Records provided section start

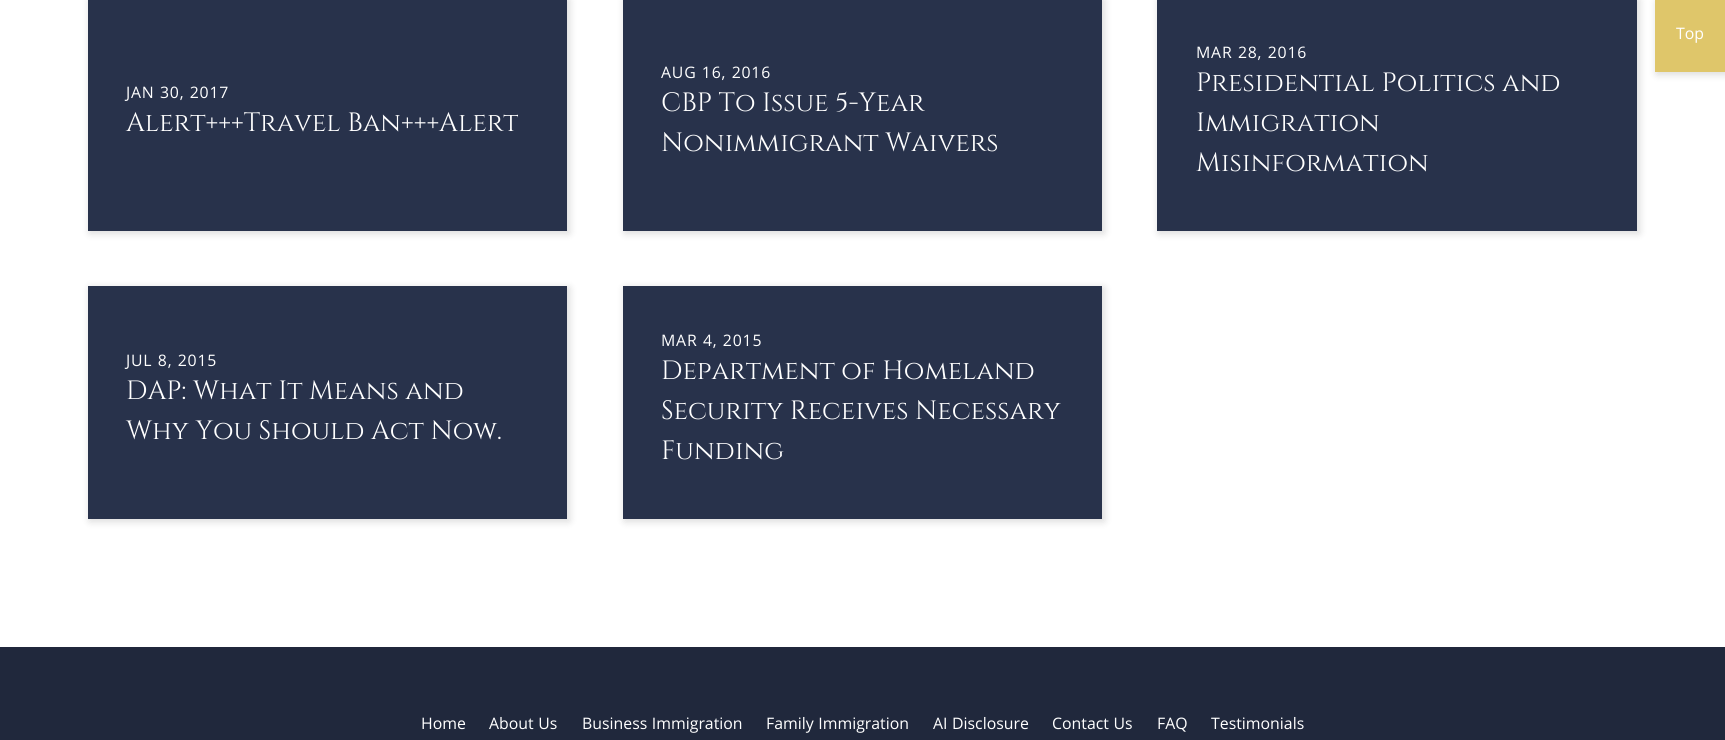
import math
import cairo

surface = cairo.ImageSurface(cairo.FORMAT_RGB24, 1725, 740)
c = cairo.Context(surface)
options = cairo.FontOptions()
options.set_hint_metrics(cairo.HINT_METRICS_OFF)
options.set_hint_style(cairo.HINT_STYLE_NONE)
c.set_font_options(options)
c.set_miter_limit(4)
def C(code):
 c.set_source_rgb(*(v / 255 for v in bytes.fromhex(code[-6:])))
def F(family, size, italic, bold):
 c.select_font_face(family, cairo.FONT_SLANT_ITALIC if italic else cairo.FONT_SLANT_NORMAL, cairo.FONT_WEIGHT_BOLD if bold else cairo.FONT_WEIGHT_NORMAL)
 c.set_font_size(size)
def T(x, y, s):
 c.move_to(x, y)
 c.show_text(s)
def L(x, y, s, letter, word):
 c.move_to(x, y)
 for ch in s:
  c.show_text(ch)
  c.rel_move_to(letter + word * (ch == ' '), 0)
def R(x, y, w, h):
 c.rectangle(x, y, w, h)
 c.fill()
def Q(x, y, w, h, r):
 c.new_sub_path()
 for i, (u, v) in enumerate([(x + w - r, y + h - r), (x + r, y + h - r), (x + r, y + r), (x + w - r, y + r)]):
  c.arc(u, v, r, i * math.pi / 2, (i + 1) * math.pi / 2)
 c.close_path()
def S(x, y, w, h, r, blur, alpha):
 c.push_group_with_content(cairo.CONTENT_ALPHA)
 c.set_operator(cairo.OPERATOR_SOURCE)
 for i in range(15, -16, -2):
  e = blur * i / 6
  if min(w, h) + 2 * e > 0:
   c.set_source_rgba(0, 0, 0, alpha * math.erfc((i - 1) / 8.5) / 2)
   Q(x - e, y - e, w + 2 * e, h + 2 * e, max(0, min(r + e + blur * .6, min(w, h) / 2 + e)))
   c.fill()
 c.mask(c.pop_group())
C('ffffff')
c.paint()
C('000000')
S(1657,2,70,72,0,4.5,.16)
C('dfc66a')
R(1655,0,70,72)
F('Khula',17,0,0)
C('ffffff')
T(1676,39,'Top')
C('000000')
S(90,0,479,233,0,4.5,.16)
C('28324b')
R(88,0,479,231)
C('ffffff')
L(126,98,'JAN 30, 2017',.8,0)
F('Cinzel',26.5,0,0)
T(126,131,'Alert+++Travel Ban+++Alert')
C('000000')
S(625,0,479,233,0,4.5,.16)
C('28324b')
R(623,0,479,231)
F('Khula',17,0,0)
C('ffffff')
L(661,78,'AUG 16, 2016',.8,0)
F('Cinzel',26.5,0,0)
T(661,111,'CBP To Issue 5-Year')
T(661,151,'Nonimmigrant Waivers')
C('000000')
S(1159,0,480,233,0,4.5,.16)
C('28324b')
R(1157,0,480,231)
F('Khula',17,0,0)
C('ffffff')
L(1196,58,'MAR 28, 2016',.8,0)
F('Cinzel',26.5,0,0)
T(1196,91,'Presidential Politics and')
T(1196,131,'Immigration')
T(1196,171,'Misinformation')
C('000000')
S(90,288,479,233,0,4.5,.16)
C('28324b')
R(88,286,479,233)
F('Khula',17,0,0)
C('ffffff')
L(126,366,'JUL 8, 2015',.8,0)
F('Cinzel',26.5,0,0)
T(126,399,'DAP: What It Means and')
T(126,439,'Why You Should Act Now.')
C('000000')
S(625,288,479,233,0,4.5,.16)
C('28324b')
R(623,286,479,233)
F('Khula',17,0,0)
C('ffffff')
L(661,346,'MAR 4, 2015',.8,0)
F('Cinzel',26.5,0,0)
T(661,379,'Department of Homeland')
T(661,419,'Security Receives Necessary')
T(661,459,'Funding')
C('20283c')
R(0,647,1725,93)
F('Khula',17,0,0)
C('ffffff')
T(421,729,'Home')
T(489,729,'About Us')
T(582,729,'Business Immigration')
T(766,729,'Family Immigration')
T(933,729,'AI Disclosure')
T(1052,729,'Contact Us')
T(1157,729,'FAQ')
T(1211,729,'Testimonials')
surface.write_to_png('o.png')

Records provided section end

_Work to be completed_:
From the records, determine the number of lines holding the word "math", and state that number only.

_Written response_:
3